Reviewed: 8 December, 2011 Venue: Southbank Centre, London – Royal Festival Hall
In recent years the Philharmonia Orchestra has played Berlioz’s Fantastic Symphony for Mackerras, Maazel and quite a lot for Esa-Pekka Salonen. Here it was the turn of Vladimir Ashkenazy. He brought typical honesty and enthusiasm to this lively performance that ultimately lacked distinction and identification. The slow opening was a little tentative if not dreamy enough even when settled, the ensuing ‘Passions’ driven, but not by fantasy, and with rubato not always unanimous. The second-movement ‘Waltz’, without the ad lib cornet solo (probably wise: it goes on a bit), was somewhat suave if a little foursquare, two harps being adequate even if the extravagant Berlioz would have liked more. The ‘country scene’ was distinguished by Jill Crowther’s eloquent and soulful cor anglais solo, distantly answered by Gordon Hunt’s oboe, Ashkenazy treating the movement to rapt breadth and contrasting volatility; the closing ‘thunder’ was well-managed by four timpanists – battling it out with some ill-mannered coughers. You should have heard the hubbub that erupted when the music finished! Ashkenazy looked perturbed. He then sold ‘March to the Scaffold’ short, and not just through ignoring the repeat of the opening section (the first movement was ‘complete’ in this respect). It was too fast (Gardiner and Boulez convince a much-more deliberate tempo, the one that Berlioz seems to have wanted) and trombones over-rasped, such schoolboy sounds soon palling. The finale shrieked and cackled as a decent gathering of Witches should, the placed-backstage bells (which had heads in the Choir seats turning) clanged but not darkly enough and what seemed an attempt at overtones sounded more like a technical fault. In the rampaging final bars the cauldron bubbled and pointed hats and broomsticks were to the fore – but not enough the piccolos.

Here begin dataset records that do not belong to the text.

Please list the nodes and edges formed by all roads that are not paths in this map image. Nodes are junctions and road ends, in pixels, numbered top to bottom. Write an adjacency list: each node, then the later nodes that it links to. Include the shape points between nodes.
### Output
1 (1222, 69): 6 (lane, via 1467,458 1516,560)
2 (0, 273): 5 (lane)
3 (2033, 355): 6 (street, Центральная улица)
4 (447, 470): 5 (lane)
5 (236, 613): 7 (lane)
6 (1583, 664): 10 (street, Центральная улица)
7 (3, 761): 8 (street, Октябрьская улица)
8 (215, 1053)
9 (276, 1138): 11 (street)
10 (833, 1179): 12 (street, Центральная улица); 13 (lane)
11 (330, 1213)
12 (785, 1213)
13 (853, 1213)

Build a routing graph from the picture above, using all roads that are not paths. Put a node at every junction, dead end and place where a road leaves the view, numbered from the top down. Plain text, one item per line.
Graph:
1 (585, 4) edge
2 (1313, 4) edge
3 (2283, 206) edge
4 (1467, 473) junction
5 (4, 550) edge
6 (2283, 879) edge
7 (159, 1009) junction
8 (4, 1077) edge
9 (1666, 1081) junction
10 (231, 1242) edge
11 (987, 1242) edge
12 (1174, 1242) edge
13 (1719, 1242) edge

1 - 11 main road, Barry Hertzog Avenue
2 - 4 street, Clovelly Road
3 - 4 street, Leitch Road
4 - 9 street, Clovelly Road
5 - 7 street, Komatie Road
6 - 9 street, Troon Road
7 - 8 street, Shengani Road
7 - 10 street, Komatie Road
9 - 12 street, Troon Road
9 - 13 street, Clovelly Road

In the first half, the opening movement of Beethoven’s Violin Concerto was middle-of-the-road in pacing, leaning to old-fashioned spaciousness; expectant and poised. Valeriy Sokolov (looking not much like the photograph of him we’ve used!) was admirably poised in his first appearance, maintaining tone in the highest register while cultivating sweet lyricism but not afraid to mix in some strong accents. The movement’s progress did become a little humdrum though, if enlivened by splendid oboes and bassoons. If the slow movement dragged its meditation and the finale was rather earnest, it was in the cadenzas that Sokolov shone. The finale’s example belonged more in a Paganini concerto, but in (I believe) Kreisler’s for the first movement (we weren’t told) Sokolov impressed with his ‘stopping’ and generous bow strokes. At other points his lack of overt demonstration was laudable.